紫獨趁孔宣說話的時候,也在不斷的觀察他的臉色,發現他的臉上談起這段過往事,確有淡淡的悔過之意,才稍微的安下心來。
“我在天地之間縱橫時,越來越自大,總覺得這世間再無敵手了,見到強者就像去爭鬥一番,以彰顯自己的本事。直到有一天,我感應到天竺國又有修行者感悟了大道,便匆匆的趕去,要和他一決勝負。”
“初見他時,他剃了一個光頭,穿著樸素的僧衣,沒有一點兒高人的樣子,我還懷疑是不是自己找錯了人,可是動起手之後,我才發現眼前這個光頭並不簡單。

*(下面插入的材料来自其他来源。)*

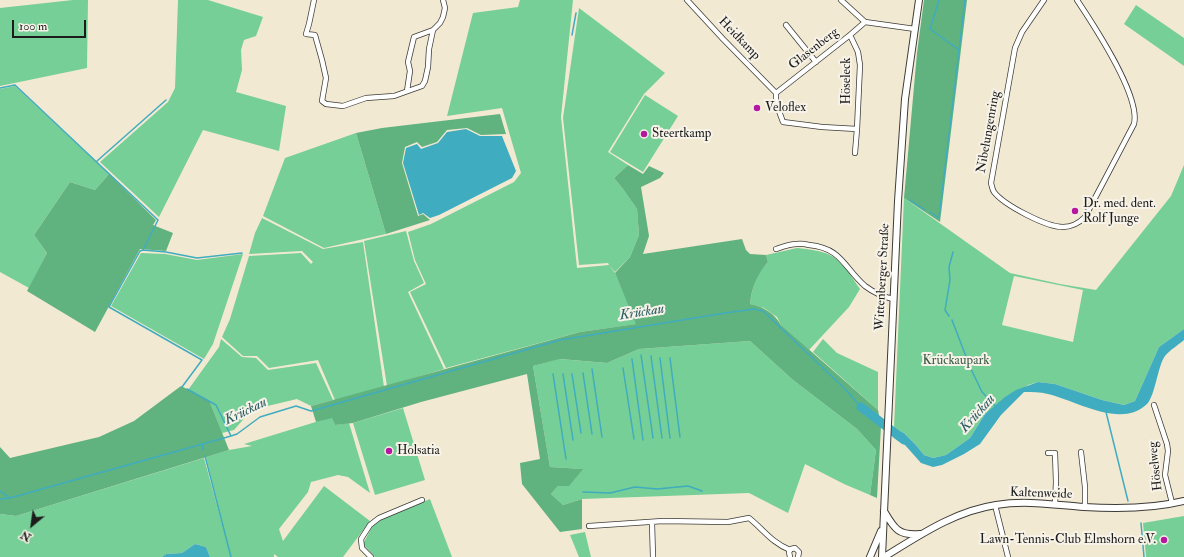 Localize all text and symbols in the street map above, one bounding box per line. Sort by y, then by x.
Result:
scale bar [14,12,88,38]
street label: Heidkamp [715,14,763,64]
text: 100 m [19,19,47,34]
street label: Glasenberg [786,25,842,73]
street label: Höseleck [839,58,855,104]
street label: Nibelungenring [974,90,1004,174]
place label: Veloflex [765,100,806,116]
marker: Veloflex [752,103,762,113]
place label: Steertkamp [652,126,711,142]
marker: Steertkamp [639,129,649,139]
place label: Dr. med. dent. Rolf Junge [1083,196,1156,227]
marker: Dr. med. dent. Rolf Junge [1070,206,1080,216]
street label: Wittenberger Straße [872,223,894,331]
water label: Krückau [618,301,666,325]
park label: Krückaupark [922,353,990,369]
water label: Krückau [957,392,999,436]
water label: Krückau [222,395,270,429]
street label: Höselweg [1146,441,1166,491]
place label: Holsatia [397,443,440,459]
marker: Holsatia [384,446,394,456]
street label: Kaltenweide [1010,485,1072,503]
north arrow [12,505,52,545]
text: N [18,528,33,544]
place label: Lawn-Tennis-Club Elmshorn e.V. [980,532,1156,548]
marker: Lawn-Tennis-Club Elmshorn e.V. [1159,535,1169,545] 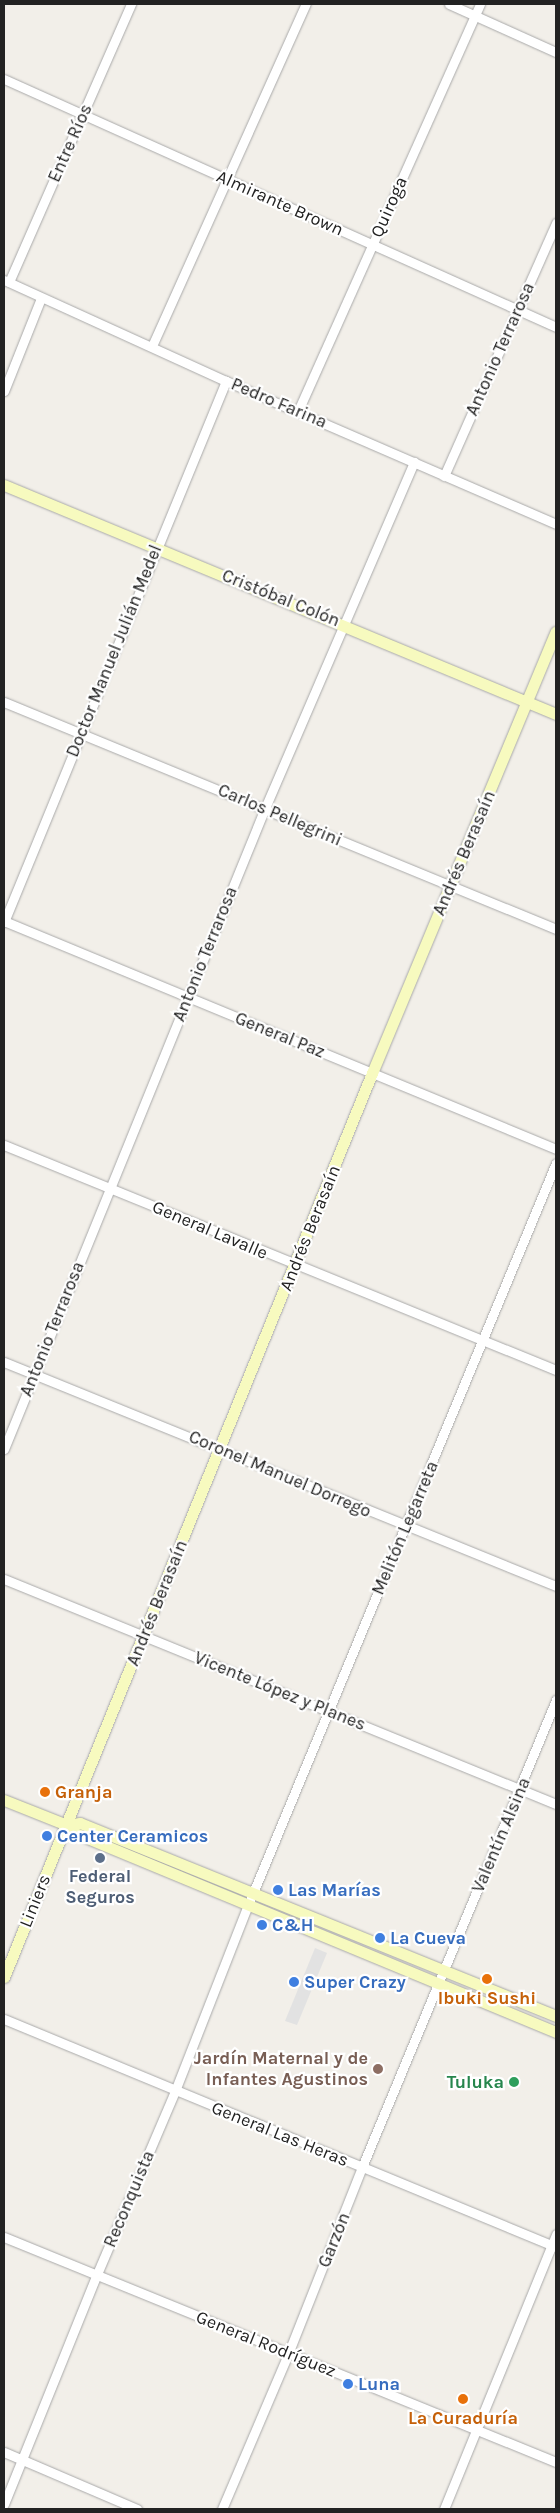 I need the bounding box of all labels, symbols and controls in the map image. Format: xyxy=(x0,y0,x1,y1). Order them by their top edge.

你們的境界還不高,可能不理解,凡是能修行到天魔境的妖怪,要麽繼續強化自己的身體,成為魔中之魔,要麽能領悟天地中的一種規則,讓那種規則成為戰鬥的手段。”
“我便是領悟了情緒的規則,在對戰之時無往不利,因為生死之間有大恐怖,沒有修行者會不怕死,所以我的神光對每一位修行者都有效,除了這個和尚。”

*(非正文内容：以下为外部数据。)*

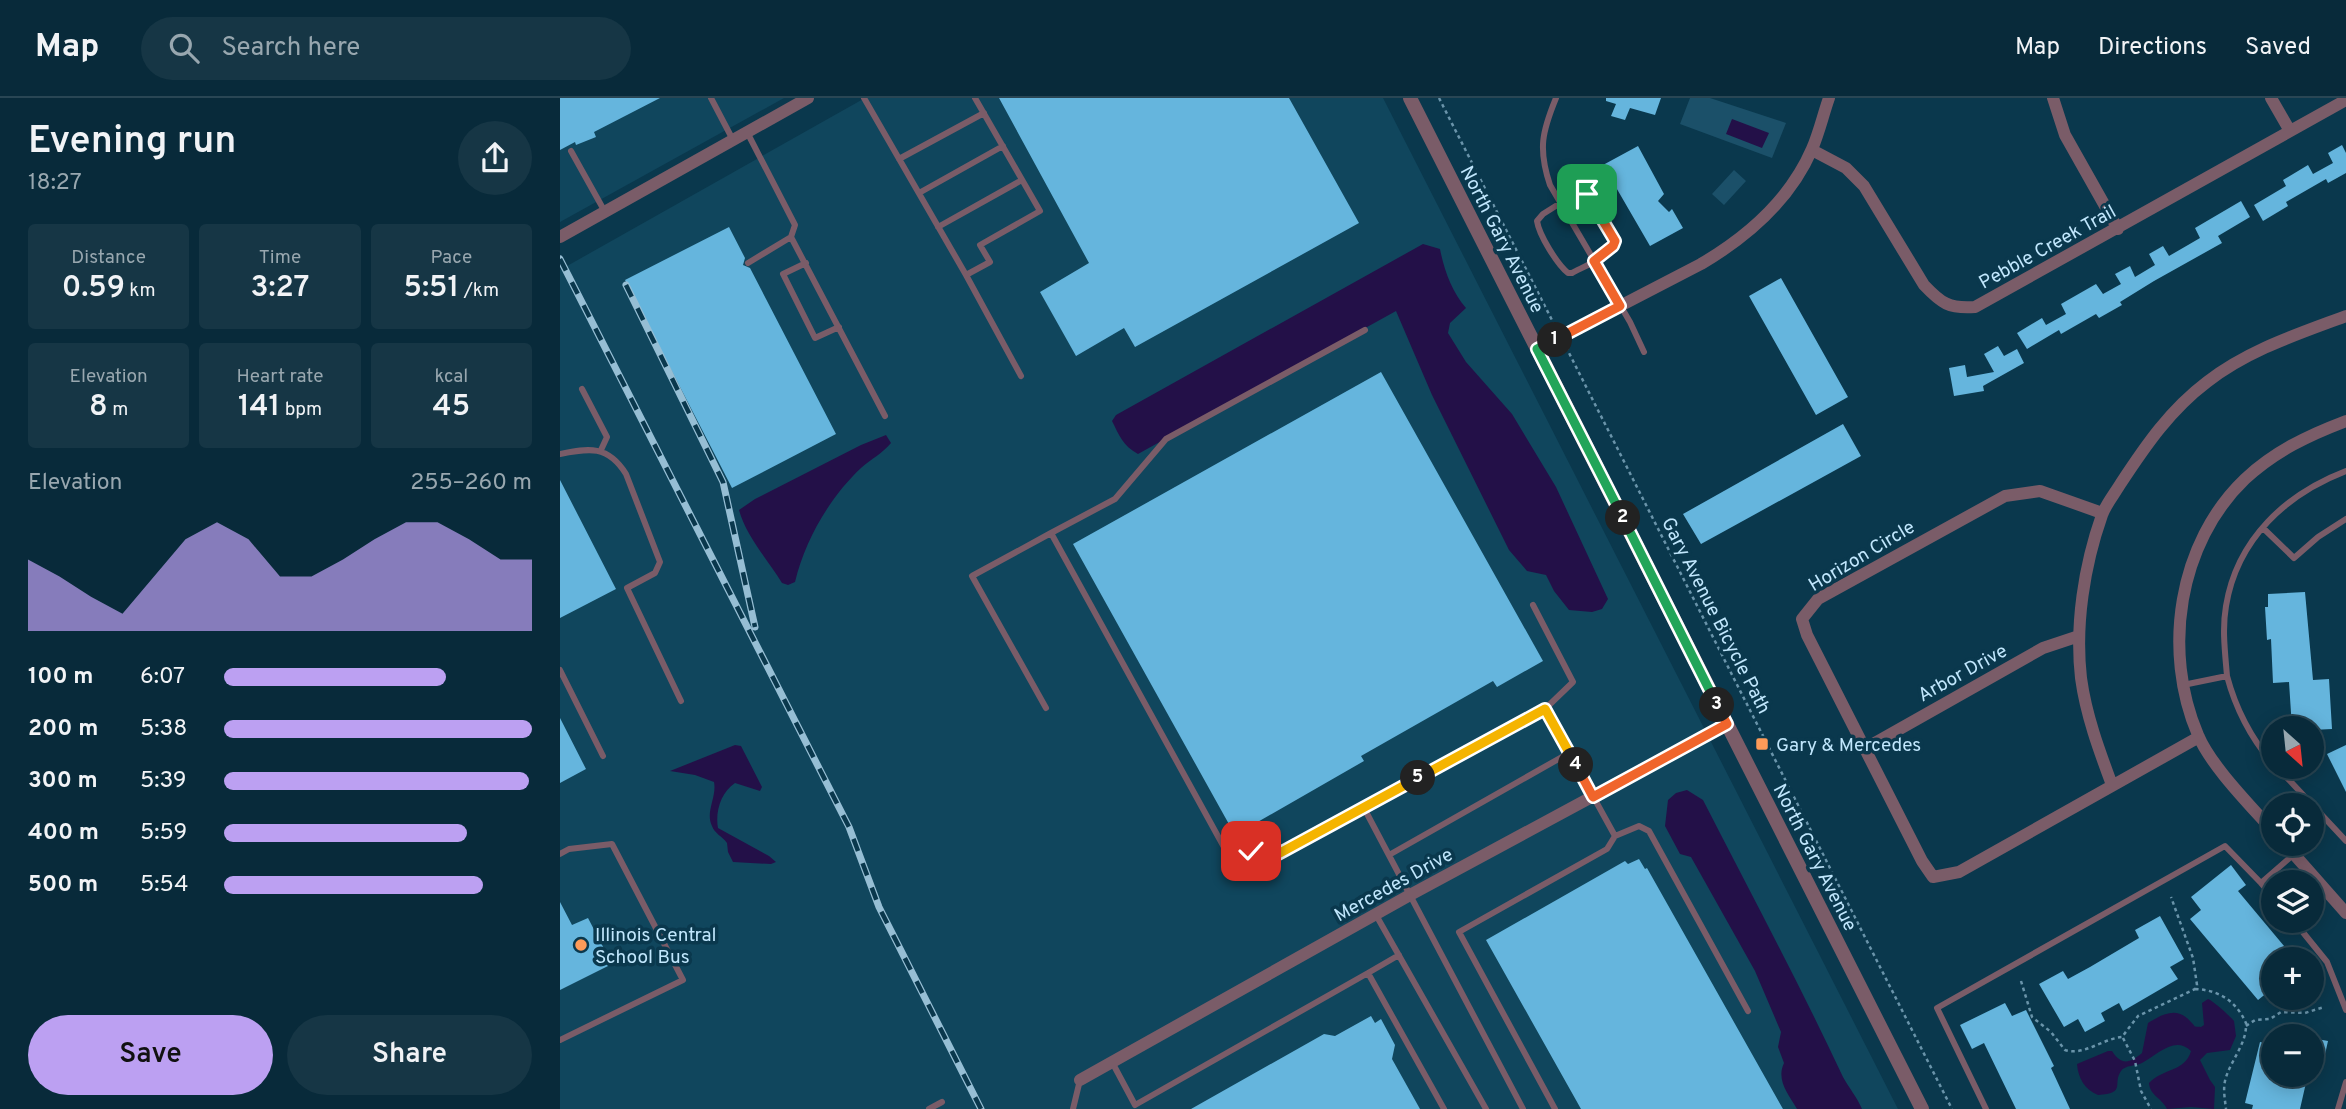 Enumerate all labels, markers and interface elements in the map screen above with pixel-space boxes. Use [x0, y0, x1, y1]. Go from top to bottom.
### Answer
search box [141, 17, 631, 80]
text: Map [35, 27, 99, 69]
icon: search [165, 29, 203, 67]
text: Search here [221, 32, 360, 65]
text: Map [2015, 33, 2060, 63]
text: Directions [2098, 33, 2207, 63]
text: Saved [2245, 33, 2311, 63]
text: Evening run [28, 118, 236, 167]
button: share [458, 121, 532, 195]
street label: North Gary Avenue [1454, 162, 1549, 317]
pin [1557, 164, 1617, 224]
text: 18:27 [28, 169, 82, 198]
icon: arrive [1568, 175, 1606, 213]
street label: Pebble Creek Trail [1975, 200, 2121, 295]
text: Distance [71, 246, 146, 270]
text: Time [259, 246, 301, 270]
text: Pace [430, 246, 472, 270]
text: 0.59 [62, 270, 125, 307]
text: 3:27 [250, 270, 310, 307]
text: 5:51 [404, 270, 459, 307]
text: km [125, 279, 156, 303]
text: /km [459, 279, 499, 303]
pin: 1 [1538, 322, 1572, 358]
text: 1 [1551, 327, 1558, 351]
text: Elevation [70, 365, 148, 389]
text: Heart rate [237, 365, 323, 389]
text: kcal [434, 365, 468, 389]
text: 8 [89, 389, 108, 426]
text: 141 [238, 389, 280, 426]
text: 45 [433, 389, 470, 426]
text: m [108, 398, 128, 422]
text: bpm [280, 398, 322, 422]
text: Elevation [28, 469, 123, 498]
text: 255–260 m [410, 469, 532, 498]
pin: 2 [1606, 500, 1640, 536]
text: 2 [1617, 505, 1628, 529]
street label: Gary Avenue Bicycle Path [1655, 514, 1775, 718]
street label: Horizon Circle [1805, 516, 1920, 598]
street label: Arbor Drive [1914, 639, 2012, 708]
text: 100 m [28, 663, 93, 692]
text: 6:07 [140, 663, 185, 692]
pin: 3 [1700, 688, 1734, 722]
text: 3 [1711, 692, 1722, 716]
text: 200 m [28, 715, 98, 744]
text: 5:38 [140, 715, 187, 744]
north arrow [2261, 716, 2324, 779]
map controls [2261, 716, 2324, 1087]
place label: Gary & Mercedes [1776, 734, 1921, 758]
marker: Gary & Mercedes [1754, 736, 1770, 752]
pin: 4 [1558, 748, 1594, 782]
text: 4 [1569, 752, 1582, 776]
pin: 5 [1400, 760, 1436, 796]
text: 5 [1412, 765, 1423, 789]
text: 300 m [28, 767, 98, 796]
text: 5:39 [140, 767, 187, 796]
street label: North Gary Avenue [1767, 780, 1862, 935]
button: locate [2261, 793, 2324, 856]
text: 400 m [28, 819, 99, 848]
text: 5:59 [140, 819, 187, 848]
pin [1221, 821, 1281, 881]
icon: check [1232, 832, 1270, 870]
street label: Mercedes Drive [1330, 843, 1457, 928]
button: layers [2261, 870, 2324, 933]
text: 500 m [28, 871, 98, 900]
text: 5:54 [140, 871, 188, 900]
place label: Illinois Central School Bus [595, 924, 717, 970]
marker: Illinois Central School Bus [573, 937, 589, 953]
button: + [2261, 947, 2324, 1010]
button: Save [28, 1015, 273, 1095]
button: Share [287, 1015, 532, 1095]
button: − [2261, 1024, 2324, 1087]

“麵對死亡的恐懼,他依然表現的很淡然,我和他戰了整整三日,依然沒分出勝負,最後我用恐懼把他吞噬,那是我最後的手段。可惜他依然不動如山,從我的五色神光裏走了出來。後來我才知道,他領悟的規則,是空,而他的名字也響徹的寰宇,他就是釋迦牟尼。”
如來佛祖,釋迦牟尼。
“何為空?空即是空,色即是空,法即是空,相即是空,生也是空,死更是空。既然都是空空如也,又何來的恐懼,何來的憤怒,何來的悲哀,何來的喜悅,何來的厭惡。那一次,我敗得如此的徹底。”
“雖然被打敗了,但釋迦牟尼並沒有殺我,還用他僅剩不多的真氣,為我療傷。我第一次覺得,也許是該要改變了。於是從此以後,我就跟著他修行,和他學習空的法則,斷去一切的煩惱。我也成了佛門的護法,直到四百年前。”

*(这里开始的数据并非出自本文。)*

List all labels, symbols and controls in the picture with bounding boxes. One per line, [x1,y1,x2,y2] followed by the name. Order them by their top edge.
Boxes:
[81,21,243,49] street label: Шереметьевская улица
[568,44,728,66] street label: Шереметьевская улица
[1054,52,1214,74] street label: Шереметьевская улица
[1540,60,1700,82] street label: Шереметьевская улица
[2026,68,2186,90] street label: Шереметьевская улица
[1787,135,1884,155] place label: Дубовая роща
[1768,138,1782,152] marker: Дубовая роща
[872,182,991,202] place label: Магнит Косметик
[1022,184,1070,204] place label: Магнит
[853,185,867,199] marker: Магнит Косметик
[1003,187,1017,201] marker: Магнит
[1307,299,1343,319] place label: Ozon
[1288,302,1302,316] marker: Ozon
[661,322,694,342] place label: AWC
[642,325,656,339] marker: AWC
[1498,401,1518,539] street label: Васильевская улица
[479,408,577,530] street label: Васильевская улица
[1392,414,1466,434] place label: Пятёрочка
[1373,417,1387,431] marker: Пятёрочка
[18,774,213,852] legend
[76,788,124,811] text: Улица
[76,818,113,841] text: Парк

“四百年前,我母親鳳凰留下的一枚神蛋開始破碎,她留下了七枚神蛋,根據各自的能力不同,出生的時間也不想同,我是最開始就出來那個,而那枚神蛋則是最後一個。這枚神蛋,便是金翅大鵬!有好事者傳言,說金翅大鵬是我所生,其實不是,算起來,他是我最小的兄弟。”
“他出世以後,我很高興,想陪著他一起成長,不想讓他像原來的我一樣,走上歧途,可惜我常年在靈山修行,當發現不對時,他已經變成了一個嗜血如命的惡妖。”
“夥同著兩個大妖怪,把一整做城邦的人全都吃了,不僅吃人,還把折磨人當做取樂的遊戲。我承認當初的我也不好,但也隻是好戰,這殺人取樂的行徑,卻真的是邪魔才能做的事了。一個城邦的人命,何止千千萬萬的怨魂,陰氣衝天,竟活生生的衝出了一條人間和冥界的通道來。”